# [TASK TO COMPLETE]
Looking at the data below, report how many lines contain "true", with no other words.

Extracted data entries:
....

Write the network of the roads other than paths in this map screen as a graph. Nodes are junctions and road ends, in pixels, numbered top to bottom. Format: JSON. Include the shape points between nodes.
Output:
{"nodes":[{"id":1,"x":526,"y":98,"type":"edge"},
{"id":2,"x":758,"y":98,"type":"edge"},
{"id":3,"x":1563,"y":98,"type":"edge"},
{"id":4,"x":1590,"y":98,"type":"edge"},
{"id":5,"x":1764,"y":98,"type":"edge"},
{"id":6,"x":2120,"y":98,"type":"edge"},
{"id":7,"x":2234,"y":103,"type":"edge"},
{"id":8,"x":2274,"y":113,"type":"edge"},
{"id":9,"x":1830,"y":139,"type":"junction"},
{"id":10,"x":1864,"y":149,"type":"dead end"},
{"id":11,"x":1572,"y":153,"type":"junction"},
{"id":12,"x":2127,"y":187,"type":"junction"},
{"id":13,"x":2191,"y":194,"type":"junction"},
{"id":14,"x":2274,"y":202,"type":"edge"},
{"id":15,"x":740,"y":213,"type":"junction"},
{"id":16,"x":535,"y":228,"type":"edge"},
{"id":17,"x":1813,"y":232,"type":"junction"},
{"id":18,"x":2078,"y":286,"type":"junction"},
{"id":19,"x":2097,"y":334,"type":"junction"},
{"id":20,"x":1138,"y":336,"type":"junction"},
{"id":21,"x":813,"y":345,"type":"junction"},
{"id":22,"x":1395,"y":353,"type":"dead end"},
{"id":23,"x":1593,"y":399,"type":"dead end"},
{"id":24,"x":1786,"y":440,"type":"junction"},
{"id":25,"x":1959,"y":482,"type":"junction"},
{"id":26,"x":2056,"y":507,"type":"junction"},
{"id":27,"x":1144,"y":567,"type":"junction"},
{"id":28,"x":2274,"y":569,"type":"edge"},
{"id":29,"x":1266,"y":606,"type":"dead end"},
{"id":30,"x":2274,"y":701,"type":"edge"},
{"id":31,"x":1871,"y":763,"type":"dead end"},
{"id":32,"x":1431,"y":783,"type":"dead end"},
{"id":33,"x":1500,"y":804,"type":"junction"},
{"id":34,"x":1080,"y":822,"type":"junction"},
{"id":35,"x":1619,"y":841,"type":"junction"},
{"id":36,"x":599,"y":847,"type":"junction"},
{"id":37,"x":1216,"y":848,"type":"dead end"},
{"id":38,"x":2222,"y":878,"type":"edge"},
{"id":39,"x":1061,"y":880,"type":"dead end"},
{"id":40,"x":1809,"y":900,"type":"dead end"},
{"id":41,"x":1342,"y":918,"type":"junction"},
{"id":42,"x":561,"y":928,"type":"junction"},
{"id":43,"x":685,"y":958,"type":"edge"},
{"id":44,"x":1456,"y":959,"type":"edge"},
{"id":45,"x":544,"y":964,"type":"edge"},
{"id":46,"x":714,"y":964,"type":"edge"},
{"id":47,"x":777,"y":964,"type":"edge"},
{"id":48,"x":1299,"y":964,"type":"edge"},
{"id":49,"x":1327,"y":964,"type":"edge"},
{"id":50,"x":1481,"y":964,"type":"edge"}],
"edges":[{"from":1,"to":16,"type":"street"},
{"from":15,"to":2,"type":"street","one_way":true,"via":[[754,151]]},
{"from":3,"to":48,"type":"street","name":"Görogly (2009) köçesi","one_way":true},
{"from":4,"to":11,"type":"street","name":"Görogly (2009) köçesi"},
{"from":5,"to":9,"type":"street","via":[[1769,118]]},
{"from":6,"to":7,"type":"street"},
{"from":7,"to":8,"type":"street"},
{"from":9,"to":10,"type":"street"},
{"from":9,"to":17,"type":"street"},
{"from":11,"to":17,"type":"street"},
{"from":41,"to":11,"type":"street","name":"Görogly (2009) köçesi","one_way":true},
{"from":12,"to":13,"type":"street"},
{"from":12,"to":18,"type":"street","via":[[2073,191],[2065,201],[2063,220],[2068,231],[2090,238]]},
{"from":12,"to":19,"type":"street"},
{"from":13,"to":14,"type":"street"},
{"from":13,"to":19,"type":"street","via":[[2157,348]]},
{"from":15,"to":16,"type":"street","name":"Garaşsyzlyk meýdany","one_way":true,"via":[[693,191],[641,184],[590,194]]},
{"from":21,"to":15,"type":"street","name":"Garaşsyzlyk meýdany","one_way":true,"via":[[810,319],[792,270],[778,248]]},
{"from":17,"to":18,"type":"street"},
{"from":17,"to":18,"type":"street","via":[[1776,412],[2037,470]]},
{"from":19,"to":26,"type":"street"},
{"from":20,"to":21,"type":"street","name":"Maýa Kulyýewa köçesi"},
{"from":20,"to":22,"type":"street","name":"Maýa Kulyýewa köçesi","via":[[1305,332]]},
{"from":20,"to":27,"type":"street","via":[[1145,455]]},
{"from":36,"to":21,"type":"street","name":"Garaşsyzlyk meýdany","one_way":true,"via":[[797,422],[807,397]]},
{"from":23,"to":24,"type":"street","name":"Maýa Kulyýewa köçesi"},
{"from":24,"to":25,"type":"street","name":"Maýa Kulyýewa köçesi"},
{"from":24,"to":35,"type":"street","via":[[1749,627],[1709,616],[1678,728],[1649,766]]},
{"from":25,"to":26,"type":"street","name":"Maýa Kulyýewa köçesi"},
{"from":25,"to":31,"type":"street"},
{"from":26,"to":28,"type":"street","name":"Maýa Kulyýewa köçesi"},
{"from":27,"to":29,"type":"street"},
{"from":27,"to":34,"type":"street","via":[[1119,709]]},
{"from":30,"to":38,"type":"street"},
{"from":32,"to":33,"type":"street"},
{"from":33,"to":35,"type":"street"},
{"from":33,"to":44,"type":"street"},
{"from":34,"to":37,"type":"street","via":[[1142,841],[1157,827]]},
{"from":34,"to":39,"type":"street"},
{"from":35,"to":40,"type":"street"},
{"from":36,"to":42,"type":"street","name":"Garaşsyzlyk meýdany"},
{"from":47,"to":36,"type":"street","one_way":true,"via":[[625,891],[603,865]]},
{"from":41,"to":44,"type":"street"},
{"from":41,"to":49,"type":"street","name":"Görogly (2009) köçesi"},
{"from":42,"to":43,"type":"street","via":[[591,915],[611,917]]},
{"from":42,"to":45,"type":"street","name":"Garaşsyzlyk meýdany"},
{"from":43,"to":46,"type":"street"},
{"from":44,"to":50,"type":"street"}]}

....

# [ANSWER TO THIS PROBLEM]
7